WHEN LIEUTENANT Shirase suggested going to the South Pole, everyone in Japan thought he was mad. Only a few decades earlier, simply leaving the country had been forbidden on pain of death. In a nation with no tradition of polar exploration, Shirase struggled to find anyone to back the venture. But he was persistent and eventually found a man who shared his enthusiasm: Count Okuma, a prominent nobleman and a former prime minister.

Okuma gave Shirase enough money to buy and equip a ship—just. He bought a three-masted wooden schooner 30 metres long, a third the size of Scott’s Terra Nova. The Kainan Maru was reinforced with iron panels and fitted with a small engine to help it plough a path through the ice. And when everything was ready, Okuma presented Shirase with a marvellous sword forged in 1600. The ship set sail in December 1910.

The Japanese Antarctic Expedition ran straight into terrible weather. Battered and buffeted, the little ship arrived in New Zealand in February 1911 to take on supplies. The hostility was palpable. The local press sneered loudly. The ship was too small. The 27 men were badly equipped and they had no experience. They were taking dogs when Scott had ponies and their sledges were like toys. “The equipment does not seem such as a Scott or a Shackleton would select for a dash to the Pole,” sniffed one paper.

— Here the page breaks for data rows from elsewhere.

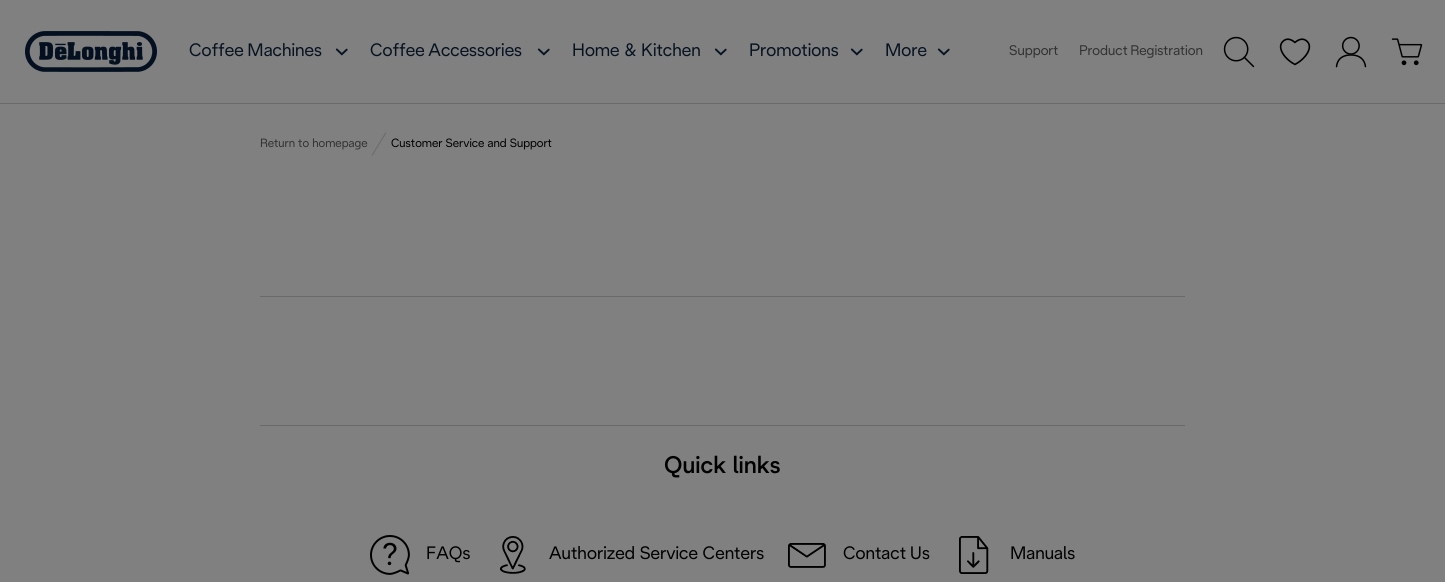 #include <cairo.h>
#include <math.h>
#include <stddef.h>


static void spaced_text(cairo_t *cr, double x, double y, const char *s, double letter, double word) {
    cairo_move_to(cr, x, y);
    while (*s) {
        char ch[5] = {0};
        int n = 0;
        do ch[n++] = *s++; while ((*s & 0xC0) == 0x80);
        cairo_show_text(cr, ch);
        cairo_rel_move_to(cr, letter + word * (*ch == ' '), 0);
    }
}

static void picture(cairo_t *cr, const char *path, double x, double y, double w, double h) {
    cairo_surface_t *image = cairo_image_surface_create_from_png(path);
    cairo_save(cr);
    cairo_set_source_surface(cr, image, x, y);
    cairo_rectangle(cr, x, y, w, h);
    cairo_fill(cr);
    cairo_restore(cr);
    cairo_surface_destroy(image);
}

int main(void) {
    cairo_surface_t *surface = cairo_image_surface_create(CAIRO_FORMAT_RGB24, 1445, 582);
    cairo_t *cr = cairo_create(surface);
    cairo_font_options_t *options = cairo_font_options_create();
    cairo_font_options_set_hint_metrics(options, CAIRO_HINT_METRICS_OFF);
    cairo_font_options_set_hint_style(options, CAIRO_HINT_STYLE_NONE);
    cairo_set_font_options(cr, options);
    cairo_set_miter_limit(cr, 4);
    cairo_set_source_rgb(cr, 0.502, 0.502, 0.502);
    cairo_paint(cr);
    cairo_set_source_rgb(cr, 0.416, 0.416, 0.416);
    cairo_rectangle(cr, 0, 103, 1445, 1);
    cairo_fill(cr);
    picture(cr, "img1.png", 25, 31, 132, 41);
    cairo_select_font_face(cr, "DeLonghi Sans", CAIRO_FONT_SLANT_NORMAL, CAIRO_FONT_WEIGHT_NORMAL);
    cairo_set_font_size(cr, 18);
    cairo_set_source_rgb(cr, 0.024, 0.071, 0.125);
    spaced_text(cr, 189, 56, "Coffee Machines", 0, -1);
    picture(cr, "img2.png", 335, 48, 13, 8);
    spaced_text(cr, 370, 56, "Coffee Accessories", 0, -1);
    picture(cr, "img2.png", 537, 48, 13, 8);
    cairo_move_to(cr, 572, 56);
    cairo_show_text(cr, "Home & Kitchen");
    picture(cr, "img2.png", 714, 48, 13, 8);
    cairo_move_to(cr, 749, 56);
    cairo_show_text(cr, "Promotions");
    picture(cr, "img2.png", 850, 48, 13, 8);
    cairo_move_to(cr, 885, 56);
    cairo_show_text(cr, "More");
    picture(cr, "img2.png", 937, 48, 13, 8);
    cairo_set_font_size(cr, 14);
    cairo_set_source_rgb(cr, 0.196, 0.196, 0.196);
    cairo_move_to(cr, 1009, 55);
    cairo_show_text(cr, "Support");
    spaced_text(cr, 1079, 55, "Product Registration", 0, -1);
    picture(cr, "img3.png", 1223, 36, 32, 32);
    picture(cr, "img4.png", 1279, 38, 32, 28);
    picture(cr, "img5.png", 1335, 36, 32, 32);
    picture(cr, "img6.png", 1391, 38, 32, 28);
    cairo_set_font_size(cr, 12);
    cairo_move_to(cr, 260, 147);
    cairo_show_text(cr, "Return to homepage");
    cairo_new_path(cr);
    cairo_move_to(cr, 386, 132.5);
    cairo_line_to(cr, 372, 155.5);
    cairo_set_source_rgb(cr, 0.416, 0.416, 0.416);
    cairo_set_line_width(cr, 1);
    cairo_stroke(cr);
    cairo_set_source_rgb(cr, 0, 0, 0);
    cairo_move_to(cr, 391, 147);
    cairo_show_text(cr, "Customer Service and Support");
    cairo_set_source_rgb(cr, 0.416, 0.416, 0.416);
    cairo_rectangle(cr, 260, 296, 925, 1);
    cairo_fill(cr);
    cairo_rectangle(cr, 260, 425, 925, 1);
    cairo_fill(cr);
    cairo_select_font_face(cr, "DeLonghi Sans Medium", CAIRO_FONT_SLANT_NORMAL, CAIRO_FONT_WEIGHT_NORMAL);
    cairo_set_font_size(cr, 24);
    cairo_set_source_rgb(cr, 0, 0, 0);
    cairo_move_to(cr, 664, 473);
    cairo_show_text(cr, "Quick links");
    picture(cr, "img7.png", 370, 535, 40, 40);
    cairo_select_font_face(cr, "DeLonghi Sans", CAIRO_FONT_SLANT_NORMAL, CAIRO_FONT_WEIGHT_NORMAL);
    cairo_set_font_size(cr, 18);
    cairo_move_to(cr, 426, 559);
    cairo_show_text(cr, "FAQs");
    picture(cr, "img8.png", 500, 536, 26, 38);
    cairo_move_to(cr, 549, 559);
    cairo_show_text(cr, "Authorized Service Centers");
    picture(cr, "img9.png", 788, 543, 38, 25);
    spaced_text(cr, 843, 559, "Contact Us", 0, -1);
    picture(cr, "img10.png", 959, 536, 30, 38);
    cairo_move_to(cr, 1010, 559);
    cairo_show_text(cr, "Manuals");
    cairo_surface_write_to_png(surface, "page.png");
    cairo_font_options_destroy(options);
    cairo_destroy(cr);
    cairo_surface_destroy(surface);
    return 0;
}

And how could the men possibly reach the pole on a diet of rice, pickled plums and dried cuttlefish? Even their clothes were wrong. “The commander, in his smart khaki uniform and cloak, with blue facings, a highly decorated sword and a pair of spurs, did not look ready for the hardships of the Antarctic,” reported The Lyttelton Times, although it admitted this “might not necessarily” be his Antarctic outfit.

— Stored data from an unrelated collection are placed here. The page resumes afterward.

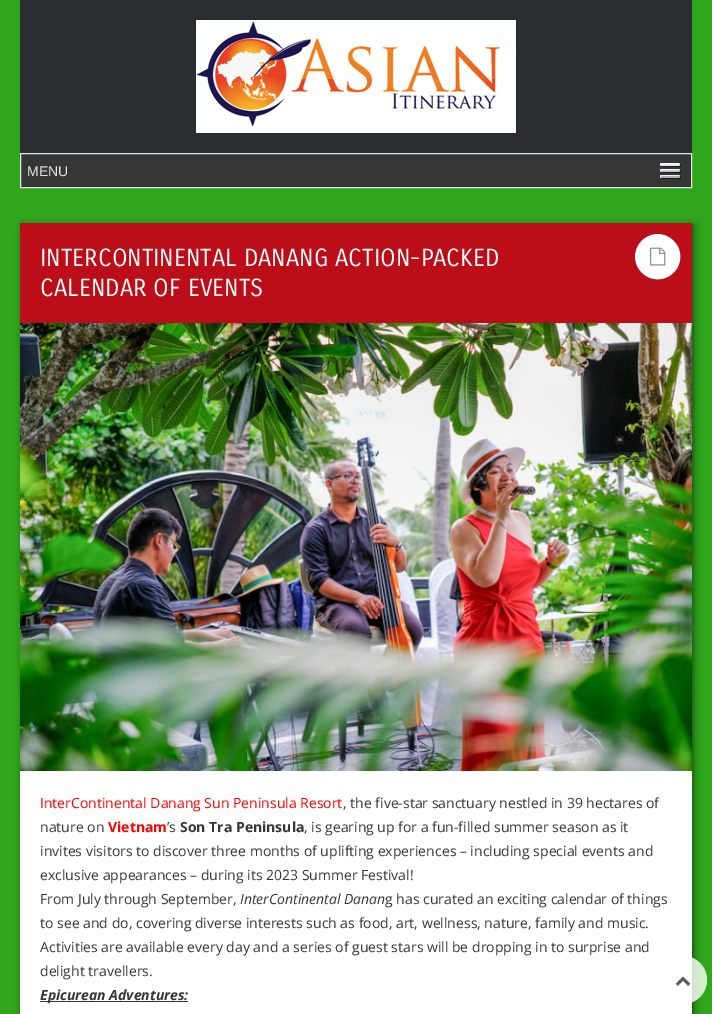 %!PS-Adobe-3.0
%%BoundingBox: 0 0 712 1014
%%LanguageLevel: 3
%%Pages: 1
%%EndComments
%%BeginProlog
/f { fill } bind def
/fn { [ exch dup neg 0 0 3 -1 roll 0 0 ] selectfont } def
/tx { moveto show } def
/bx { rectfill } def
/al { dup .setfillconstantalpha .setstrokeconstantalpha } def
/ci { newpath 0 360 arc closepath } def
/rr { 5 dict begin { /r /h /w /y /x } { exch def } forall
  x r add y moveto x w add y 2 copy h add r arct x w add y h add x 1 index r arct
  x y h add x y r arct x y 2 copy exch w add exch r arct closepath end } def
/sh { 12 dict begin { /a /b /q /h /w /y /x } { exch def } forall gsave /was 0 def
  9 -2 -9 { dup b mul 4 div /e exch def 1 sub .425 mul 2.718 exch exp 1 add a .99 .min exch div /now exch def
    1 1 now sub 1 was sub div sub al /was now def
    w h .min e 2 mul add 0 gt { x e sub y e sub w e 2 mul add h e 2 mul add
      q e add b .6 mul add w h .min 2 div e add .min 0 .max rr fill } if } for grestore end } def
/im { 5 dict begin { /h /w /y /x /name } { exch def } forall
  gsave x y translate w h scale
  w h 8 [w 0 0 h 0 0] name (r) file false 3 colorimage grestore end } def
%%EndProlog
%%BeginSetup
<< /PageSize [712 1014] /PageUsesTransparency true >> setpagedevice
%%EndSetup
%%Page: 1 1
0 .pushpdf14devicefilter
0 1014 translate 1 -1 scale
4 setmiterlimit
0.188 0.651 0.11 setrgbcolor
0 0 712 1014 bx
0.169 0.18 0.188 setrgbcolor
20 0 672 153 bx
(image0.raw) 196 20 320 113 im
0.212 setgray
21 154 670 33 bx
(image1.raw) 660 163 21 16 im
0.89 0.894 0.894 setrgbcolor
20.5 153.5 671 34 rectstroke
/LiberationSans-Regular 14 fn
0.886 setgray
(MENU) 27 176 tx
0 setgray
22 225 672 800 0 3.5 0.5 sh
0.737 0.055 0.094 setrgbcolor
20 223 672 100 bx
/CarroisGothic-Regular 24 fn
1 setgray
(INTERCONTINENTAL DANANG ACTION-PACKED) 40 266 tx
(CALENDAR OF EVENTS) 40 296 tx
(image2.raw) 635 234 46 46 im
(image3.raw) 650 247 16 19 im
(image4.raw) 20 323 672 448 im
20 771 672 243 bx
/OpenSans-Regular 14 fn
1 0 0 setrgbcolor
(InterContinental Danang Sun Peninsula Resort) 40 808 tx
0.212 setgray
(, the five-star sanctuary nestled in 39 hectares of) 343 808 tx
(nature on) 40 832 tx
/OpenSans-Bold 14 fn
1 0 0 setrgbcolor
(Vietnam) 108 832 tx
/OpenSans-Regular 14 fn
0.212 setgray
(’s) 167 832 tx
/OpenSans-Bold 14 fn
(Son Tra Peninsula) 180 832 tx
/OpenSans-Regular 14 fn
(, is gearing up for a fun-filled summer season as it) 304 832 tx
(invites visitors to discover three months of uplifting experiences – including special events and) 40 856 tx
(exclusive appearances – during its 2023 Summer Festival!) 40 880 tx
(From July through September,) 40 904 tx
/OpenSans-Italic 14 fn
(InterContinental Danan) 240 904 tx
/OpenSans-Regular 14 fn
(g has curated an exciting calendar of things) 385 904 tx
(to see and do, covering diverse interests such as food, art, wellness, nature, family and music.) 40 928 tx
(Activities are available every day and a series of guest stars will be dropping in to surprise and) 40 952 tx
(delight travellers.) 40 976 tx
40 1001 148 1 bx
/OpenSans-BoldItalic 14 fn
(Epicurean Adventures:) 40 1000 tx
0.8 al
1 setgray
683 980 24 ci f
1 al
(image5.raw) 675 976 16 10 im
.poppdf14devicefilter showpage
%%EOF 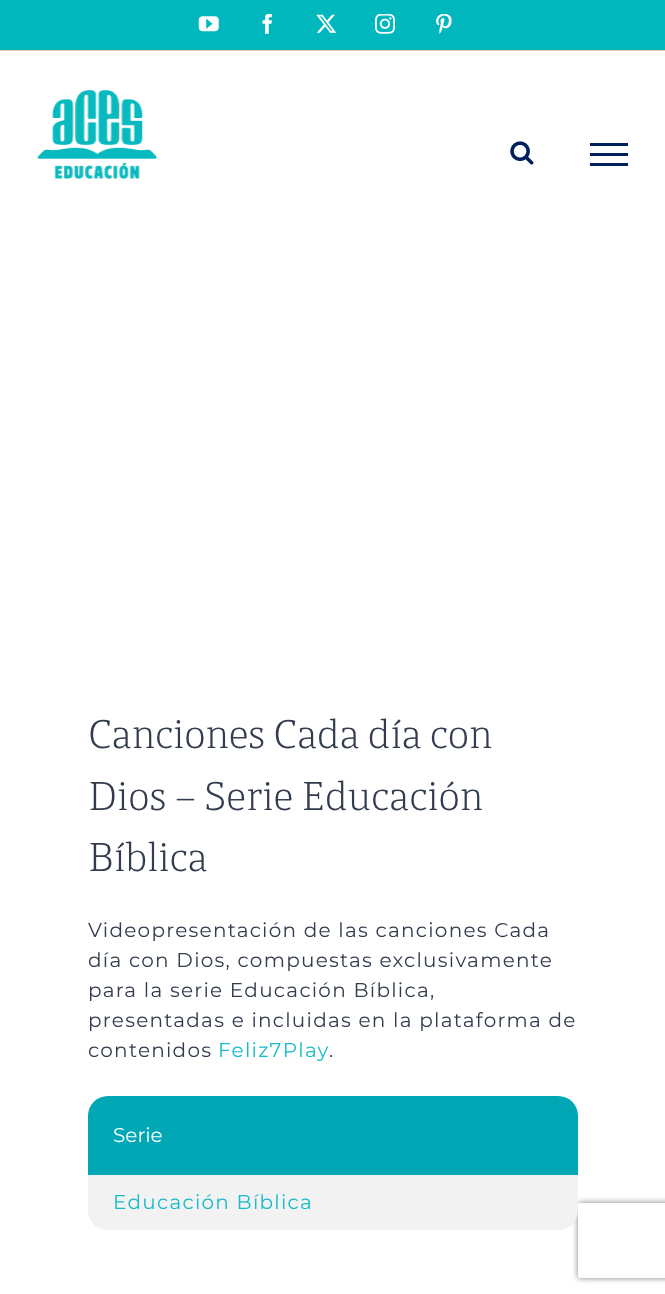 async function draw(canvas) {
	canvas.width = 665;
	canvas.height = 1294;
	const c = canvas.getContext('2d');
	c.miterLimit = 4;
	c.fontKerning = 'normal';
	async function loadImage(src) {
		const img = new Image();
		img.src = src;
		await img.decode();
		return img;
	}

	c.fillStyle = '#fff';
	c.fillRect(0, 0, 665, 1294);
	c.fillStyle = '#00b7bd';
	c.fillRect(0, 0, 665, 50);
	c.fillStyle = '#e0c6ad';
	c.fillRect(0, 50, 665, 1);
	c.drawImage(await loadImage('img1.png'), 198, 16, 21, 16);
	c.drawImage(await loadImage('img2.png'), 262, 14, 10, 20);
	c.drawImage(await loadImage('img3.png'), 316, 14, 21, 19);
	c.drawImage(await loadImage('img4.png'), 375, 14, 20, 20);
	c.drawImage(await loadImage('img5.png'), 436, 14, 16, 20);
	c.drawImage(await loadImage('img6.png'), 37, 90, 120, 89);
	c.drawImage(await loadImage('img7.png'), 510, 141, 24, 24);
	for (const [x, y, w, h, color] of [
		[590, 143, 38, 3, '#00205b'],
		[590, 153, 38, 3, '#00205b'],
		[590, 163, 38, 3, '#00205b'],
	]) {
		c.fillStyle = color;
		c.fillRect(x, y, w, h);
	}
	c.font = '44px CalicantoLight';
	c.fillStyle = '#333c4e';
	for (const [text, x, y] of [
		['Canciones Cada día con', 88, 748],
		['Dios – Serie Educación', 88, 810],
		['Bíblica', 88, 871],
	]) {
		c.fillText(text, x, y);
	}
	c.letterSpacing = '1.25px';
	c.font = '20px Montserrat';
	for (const [text, x, y] of [
		['Videopresentación de las canciones Cada', 88, 937],
		['día con Dios, compuestas exclusivamente', 88, 967],
		['para la serie Educación Bíblica,', 88, 997],
		['presentadas e incluidas en la plataforma de', 88, 1027],
		['contenidos', 88, 1057],
	]) {
		c.fillText(text, x, y);
	}
	c.fillStyle = '#16bcc7';
	c.fillText('Feliz7Play', 218, 1057);
	c.fillStyle = '#333c4e';
	c.fillText('.', 329, 1057);
	c.save();
	c.beginPath();
	c.roundRect(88, 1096, 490, 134, 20);
	c.clip();
	c.fillStyle = '#00000014';
	c.filter = 'blur(2px)';
	c.beginPath();
	c.rect(88, 1098, 490, 133);
	c.fill();
	c.filter = 'none';
	c.restore();
	c.fillStyle = '#00a7b5';
	c.beginPath();
	c.roundRect(88, 1096, 490, 79, [20, 20, 0, 0]);
	c.fill();
	c.letterSpacing = '0px';
	c.fillStyle = '#fff';
	c.fillText('Serie', 113, 1142);
	c.save();
	c.beginPath();
	c.moveTo(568, 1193);
	c.lineTo(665, 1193);
	c.lineTo(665, 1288);
	c.lineTo(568, 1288);
	c.closePath();
	c.moveTo(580.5, 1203);
	c.lineTo(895.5, 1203);
	c.bezierCurveTo(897, 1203, 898, 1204, 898, 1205.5);
	c.lineTo(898, 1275.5);
	c.bezierCurveTo(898, 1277, 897, 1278, 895.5, 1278);
	c.lineTo(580.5, 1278);
	c.bezierCurveTo(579, 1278, 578, 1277, 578, 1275.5);
	c.lineTo(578, 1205.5);
	c.bezierCurveTo(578, 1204, 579, 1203, 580.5, 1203);
	c.closePath();
	c.clip('evenodd');
	c.fillStyle = '#808080';
	c.filter = 'blur(3px)';
	c.beginPath();
	c.roundRect(578, 1203, 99, 75, 2.5);
	c.fill();
	c.filter = 'none';
	c.restore();
	c.fillStyle = '#f2f2f2';
	c.beginPath();
	c.roundRect(88, 1175, 490, 55, [0, 0, 20, 20]);
	c.fill();
	c.letterSpacing = '1.25px';
	c.fillStyle = '#16bcc7';
	c.fillText('Educación Bíblica', 113, 1209);
}

draw(document.querySelector('canvas'));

Douglas Mawson, an Australian who had been on Ernest Shackleton’s Nimrod expedition, suggested that the team wasn’t interested in the pole but was eyeing up Antarctica’s vast colonies of seals “with a view to establishing an industry in oil and skin”. And if they were entering the race to the south then they were “contravening the laws of etiquette” by trying to steal Scott’s thunder.

One criticism was justified. Everyone agreed that Shirase had left it too late in the season to land men in Antarctica and set up a base for a push to the pole. Undaunted, he set sail from Wellington on 11 February.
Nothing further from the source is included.